Snip all of the tips?

Good thought Jeremy.

Anyone have some long-term growth photos using this method? Any change in morphology after the pruning began?
 
I had a tiny 8-branch hyacinthus table that looked healthy but didn't grow squat over the first year or more that I had it (except for about 6 months of good encrustation at the beginning). I eventually decided to kill it and broke off all the tips. Bammo, it woke up and has been growing well ever since (with the exception of about a month of stunt after switching to a new tank).

I regularly break tips off of anything that appears 'dormant' but otherwise healthy. IME, it can immediately jolt them back into a growth phase.
 
i took it upon myself to break a couple pieces off, after recently noticing a crazy spurt after accidentally breaking a new tip off...

this is just a run of the mill blue tip stag ( quite nice i think as the polyps are pretty bright green and the tips are very blue of this coral...
i didnt take any immediate pics, theni stumbled on this thread a day or two later, so i figure why not take some pics...well holy poop, the coral had already healed over and was sprouting new tips after three days...

where i broke it off...(pshow the heck are you guys cutting these? i almost snapped the whole coral off the rock trying to break on small branch off) notice you can already see the blue tips forming...
IMG_5977.jpg


and here is the frag, i actually broke off the end of it too...i now have three frags of this same coral and they have all already encrusted to the plugs it has been one week now, i ill take an updated shot later...but this is the same three days after the cut, as the first...
IMG_5979.jpg
 
first of all, I agree with this" pruning" method to increase growth... but I have a dumb question... do you all just manually brake off tips or actually use clippers of some sort??
 
i use a hard plastic stick to scrape off the tips. when i brake off more then half inch i run the risk of growing multiple branches from the spot. sometimes you might want that sometimes no.
 
I used bone cutters when I recently did this. They are easy to use if you are trying to frag relatively large piece. All of the corals that i snipped the tips on are now growing back several new tips too.
 
<a href=showthread.php?s=&postid=14360546#post14360546 target=_blank>Originally posted</a> by madadi
i use a hard plastic stick to scrape off the tips. when i brake off more then half inch i run the risk of growing multiple branches from the spot. sometimes you might want that sometimes no.

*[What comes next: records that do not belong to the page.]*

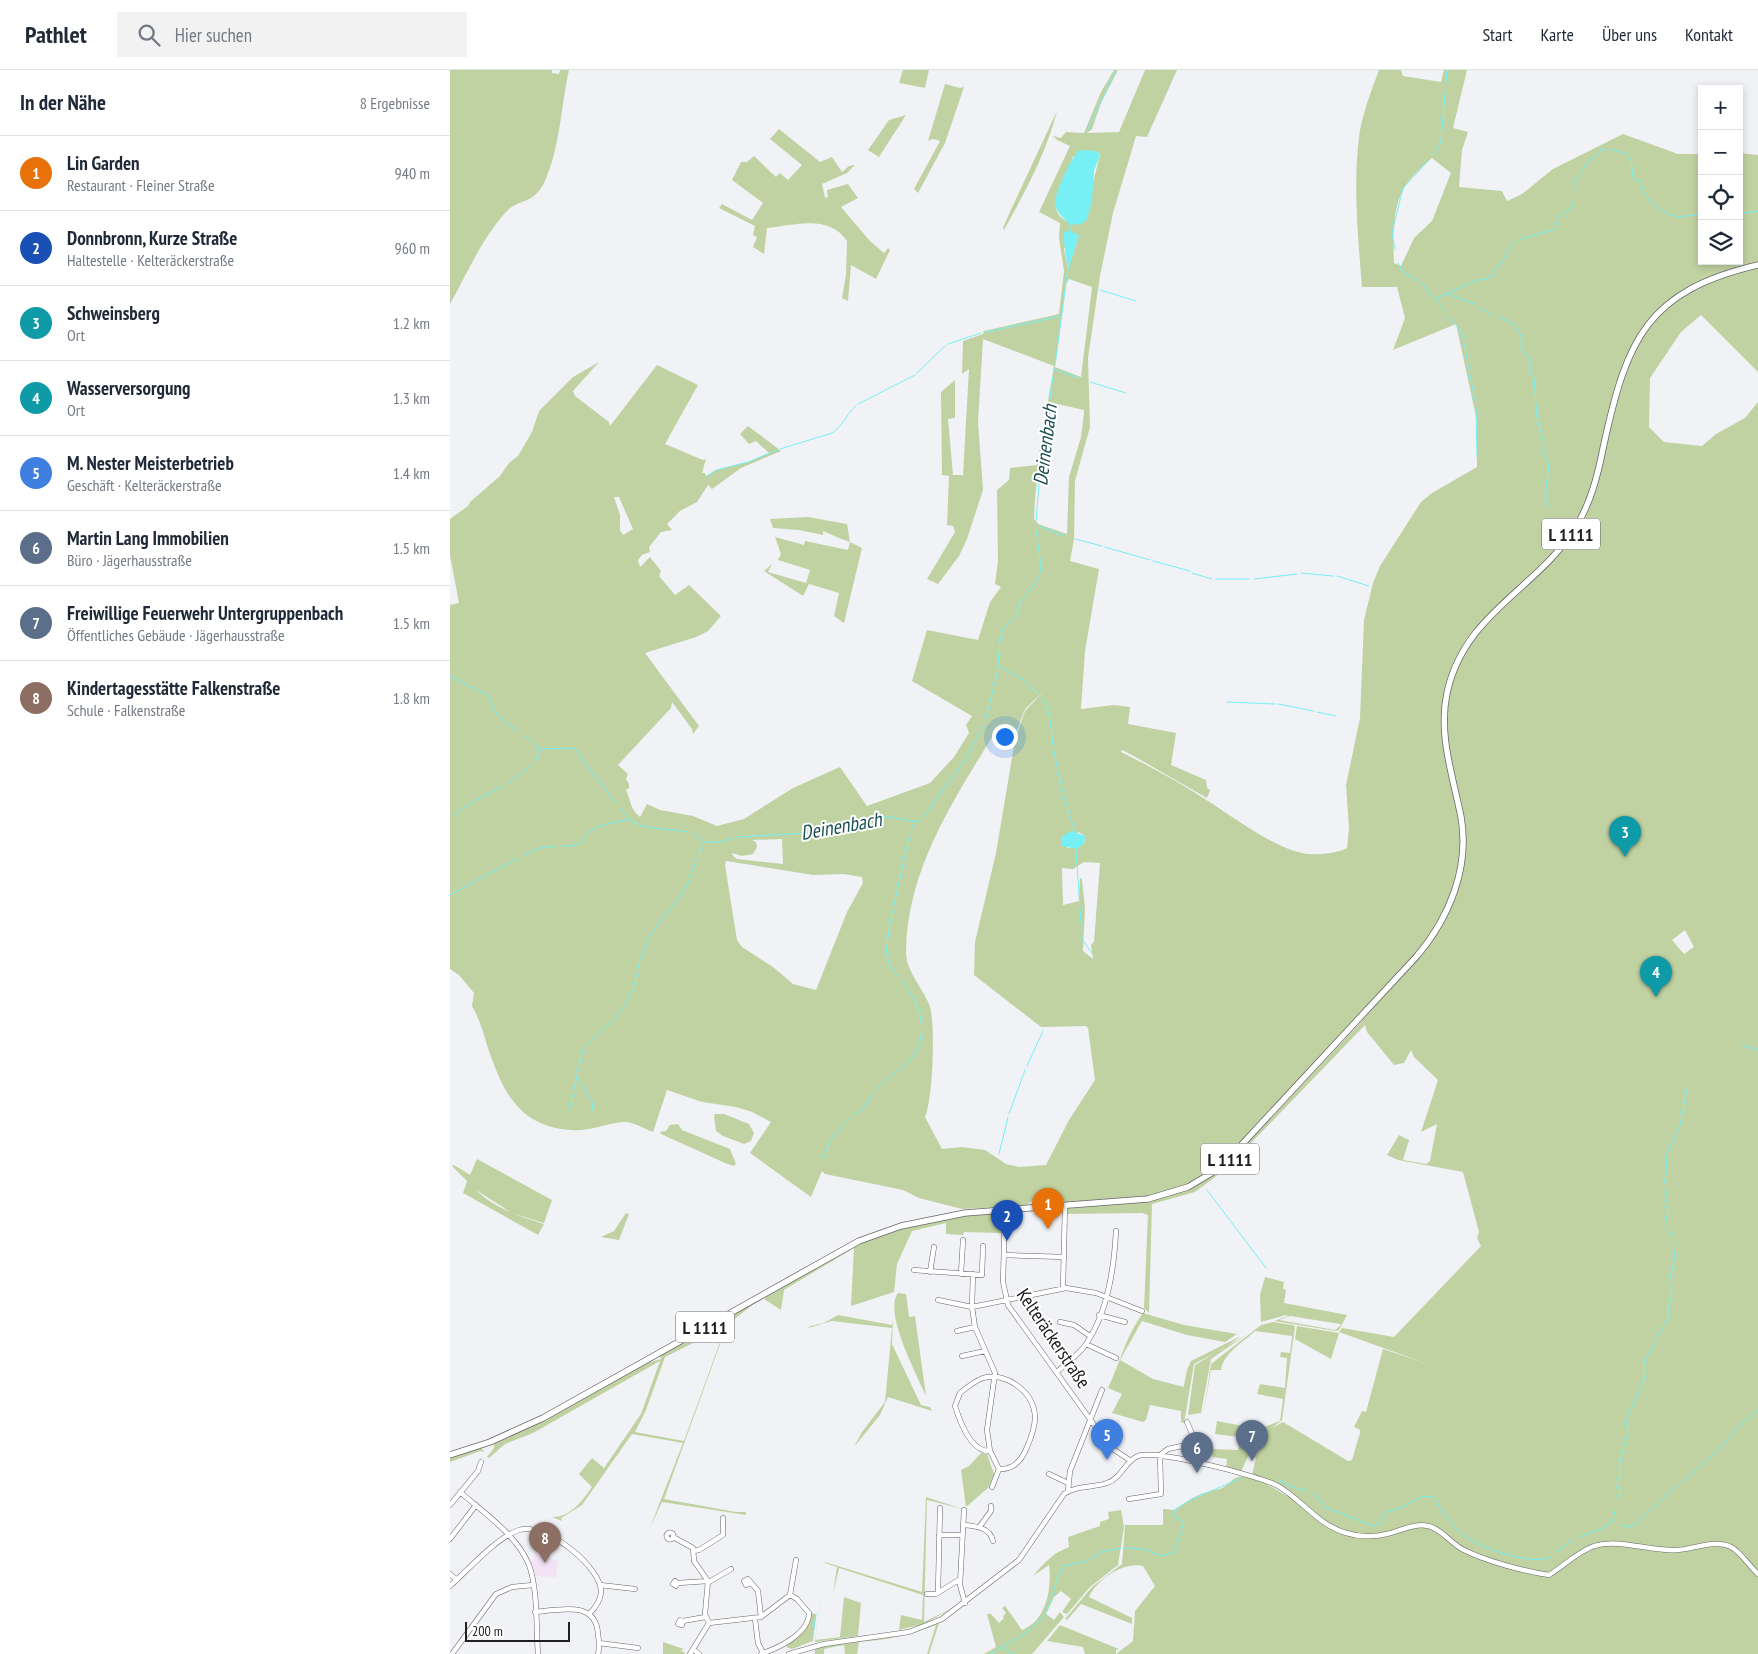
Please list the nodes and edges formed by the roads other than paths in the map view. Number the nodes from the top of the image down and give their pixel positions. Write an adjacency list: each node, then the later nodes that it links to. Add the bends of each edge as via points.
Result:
1 (1758, 265): 2 (main road, L 1111, via 1697,285 1669,304 1645,328 1622,372 1596,477 1578,524 1551,558 1490,615 1465,647 1454,670 1444,716 1461,820 1462,854 1453,898 1432,939 1220,1168 1168,1195 1119,1203)
2 (1065, 1206): 3 (main road, L 1111); 9 (street)
3 (1005, 1210): 8 (street, Kelteräckerstraße); 36 (main road, L 1111, via 926,1220 859,1241 543,1418 490,1442)
4 (1116, 1231): 15 (street, via 1112,1279)
5 (963, 1240): 12 (street)
6 (983, 1246): 13 (street, via 982,1275)
7 (934, 1247): 11 (street)
8 (1004, 1255): 9 (street); 17 (street, Kelteräckerstraße)
9 (1064, 1257): 14 (street)
10 (914, 1270): 11 (street)
11 (930, 1272): 12 (street)
12 (961, 1274): 13 (street)
13 (973, 1274): 18 (street)
14 (1063, 1288): 15 (street, via 1087,1290); 17 (street)
15 (1106, 1297): 19 (street); 20 (street)
16 (938, 1300): 18 (street)
17 (1006, 1300): 18 (street); 30 (street, Kelteräckerstraße)
18 (972, 1307): 23 (street)
19 (1142, 1311)
20 (1099, 1315): 22 (street); 25 (street)
21 (1060, 1322): 25 (street, via 1074,1324)
22 (1125, 1322)
23 (974, 1327): 24 (street); 27 (street)
24 (957, 1331)
25 (1090, 1336): 26 (street)
26 (1086, 1344): 29 (street); 30 (street)
27 (985, 1351): 28 (street); 31 (street)
28 (962, 1356)
29 (1116, 1358)
30 (1058, 1371): 33 (street, Kelteräckerstraße)
31 (995, 1378): 35 (street, via 987,1425); 35 (street, via 978,1380 960,1393 955,1404 974,1446); 40 (street, via 1011,1382 1024,1391 1035,1416 1033,1433 1022,1458 1009,1469)
32 (1102, 1390): 33 (street)
33 (1092, 1420): 38 (street, Kelteräckerstraße, via 1112,1449); 42 (street, via 1073,1462)
34 (1187, 1422): 37 (street, via 1193,1436 1191,1444)
35 (990, 1450): 40 (street)
36 (450, 1455)
37 (1160, 1455): 38 (street, via 1141,1455); 46 (street, via 1161,1494); 65 (street, via 1257,1478 1284,1490 1325,1524 1346,1533 1368,1536 1420,1525 1430,1526 1460,1548 1534,1573 1549,1575 1593,1546 1608,1543 1678,1550 1714,1544 1730,1546)
38 (1131, 1461): 44 (street, via 1113,1481)
39 (481, 1462): 45 (street, via 478,1471)
40 (999, 1469): 43 (street)
41 (1049, 1474): 42 (street)
42 (1068, 1483): 44 (street)
43 (992, 1487)
44 (1068, 1491): 78 (street, via 1019,1560)
45 (460, 1492): 47 (street); 48 (street)
46 (1129, 1499)
47 (450, 1505)
48 (476, 1505): 57 (street); 59 (street)
49 (991, 1506): 54 (street)
50 (940, 1508): 55 (street)
51 (964, 1510): 53 (street)
52 (723, 1518): 61 (street, via 723,1535)
53 (963, 1525): 54 (street); 56 (street)
54 (980, 1526): 60 (street)
55 (939, 1535): 56 (street); 75 (street)
56 (962, 1535): 66 (street)
57 (508, 1536): 67 (street); 71 (street, via 528,1562); 72 (street, via 526,1529 552,1536 572,1550)
58 (673, 1537): 61 (street)
59 (450, 1539)
60 (993, 1541)
61 (694, 1551): 68 (street, via 694,1561)
62 (796, 1560): 77 (street)
63 (731, 1569): 68 (street)
64 (450, 1574): 67 (street)
65 (1758, 1574)
66 (961, 1578): 75 (street); 78 (street)
67 (457, 1580): 73 (street)
68 (709, 1582): 69 (street); 81 (street)
69 (678, 1583)
70 (750, 1583): 82 (street, via 757,1588)
71 (533, 1585): 79 (street); 89 (street, via 508,1588 496,1594)
72 (600, 1585): 74 (street); 80 (street, via 600,1599)
73 (450, 1586)
74 (635, 1589)
75 (938, 1592): 76 (street)
76 (927, 1594)
77 (790, 1595): 82 (street); 93 (street, via 809,1613 808,1622 786,1644)
78 (965, 1603): 94 (street, via 946,1616 909,1632 830,1643)
79 (535, 1612): 80 (street, via 577,1609); 90 (street)
80 (590, 1613): 86 (street, via 597,1625)
81 (705, 1617): 84 (street); 85 (street)
82 (761, 1618): 83 (street)
83 (755, 1619): 85 (street); 93 (street)
84 (683, 1621)
85 (708, 1624): 88 (street)
86 (599, 1643): 87 (street); 91 (street)
87 (638, 1648)
88 (691, 1652): 92 (street)
89 (452, 1654)
90 (538, 1654)
91 (598, 1654)
92 (699, 1654)
93 (762, 1654)
94 (790, 1654)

so just rubbing off the growth nub the coral will tend to grow outward again rather then sprout new branches?

i prefer the grow new branches...i usually break it manually just below the new growth nubs...

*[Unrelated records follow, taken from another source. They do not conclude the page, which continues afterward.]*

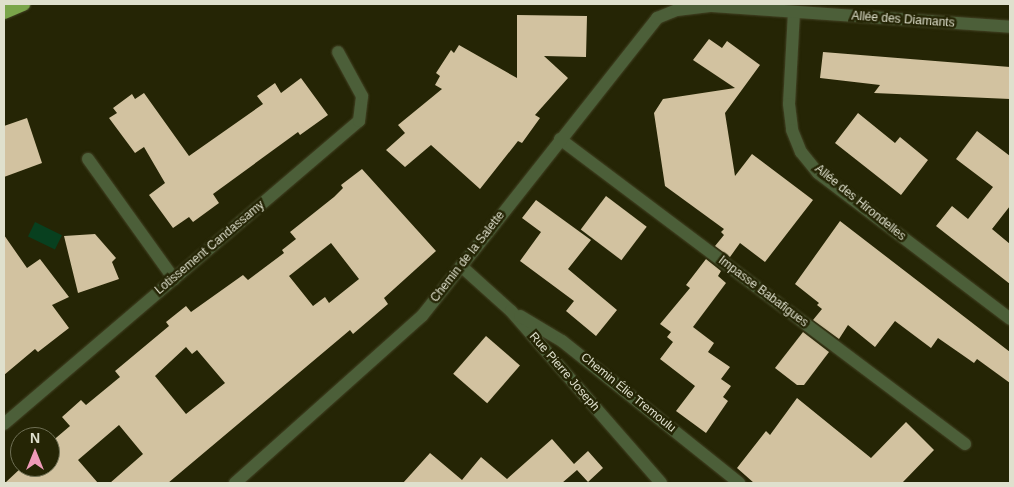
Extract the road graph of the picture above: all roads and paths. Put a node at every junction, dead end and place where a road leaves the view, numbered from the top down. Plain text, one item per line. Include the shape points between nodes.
1 (23, 4) edge
2 (677, 10) joint
3 (4, 12) edge
4 (794, 12) junction
5 (1010, 27) edge
6 (338, 52) dead end
7 (560, 139) junction
8 (88, 159) dead end
9 (461, 266) junction
10 (174, 279) junction
11 (511, 311) junction
12 (1010, 319) edge
13 (4, 424) edge
14 (965, 444) dead end
15 (235, 483) edge
16 (661, 483) edge
17 (739, 483) edge

1 - 3 highway
2 - 4 street, Allée des Diamants via 712,6
2 - 7 street, Chemin de la Salette via 657,18 642,33
4 - 5 street, Allée des Diamants
4 - 12 street, Allée des Hirondelles via 789,104 792,130 801,152 818,173
6 - 10 street, Lotissement Candassamy via 362,96 359,121
7 - 9 street, Chemin de la Salette
7 - 14 street, Impasse Babafigues
8 - 10 street
9 - 11 street, Rue Pierre Joseph
9 - 15 street, Chemin de la Salette via 422,316
10 - 13 street, Lotissement Candassamy
11 - 16 street, Rue Pierre Joseph
11 - 17 street, Chemin Élie Tremoulu via 562,341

i like sticks, but i like branching sticks too...

as for cutting, i have tried scissors= very bad results, generally coral broken in many places you dont want it to.

i have tried lineman pliers= same result as above

next up are my ratcheting pruning shears i use for work...hope my luck is better...

certain coral, like birdsnest i just hit with a hammer and pray i actually break a piece off it....that has to be the hardest coral i have ever tried to cut...
 
So, anything new to update?

I know a couple of you guys had experimented with and was curious to see your results.
 
So far this has worked pretty well for me. Most of the corals have new growth now that they have been clipped. I'll have to go take some pictures.
 
This is common in coral as well as plants, when something is broke off it sends alot of its energy to repair it which is where the excellerated growth and healing comes from. Sometimes when you cut a tip it will turn into 2 branchs where htere was just on.
 
I don't have any pics right now, but it appears that 4 of the 5 corals i clipped (less than 1/4") are dying. One is OK, but i lost the blue tips on that one. I wish I hadn't read this post,
slow growth was better than the corals dying. I'm sure there's something else to it, but I don't know what. My param's are good - sal=1.025, calcium=440, alk=11, mag=1260, nitrates=0. (all Salifert test kits). I do 10 gl water changes weekly, and i clean the rocks w/ a turkey baster before every change. 75 gl tank w/ 30 gl sump, 6 x 54 Tek t5's, about 45x flow from powerheads and a sea swirl. This tank set up 16 months.
 
I doubt that the corals are dieing because you snipped the tips. Maybe they weren't healthy in the first place. What is you phosphate level?
 
I can't measure the phosphates, I only have hobby grade test kits, they always show 0. There's no bad algae, so I'm not sure how else to tell. All of the corals that are dying were in the tank between 6 and 10 months prior to the cutting. They could have been sick, I guess, they did have good color and good polyp extension, just very slow growth (I didn't clip any of the ones that were growing well).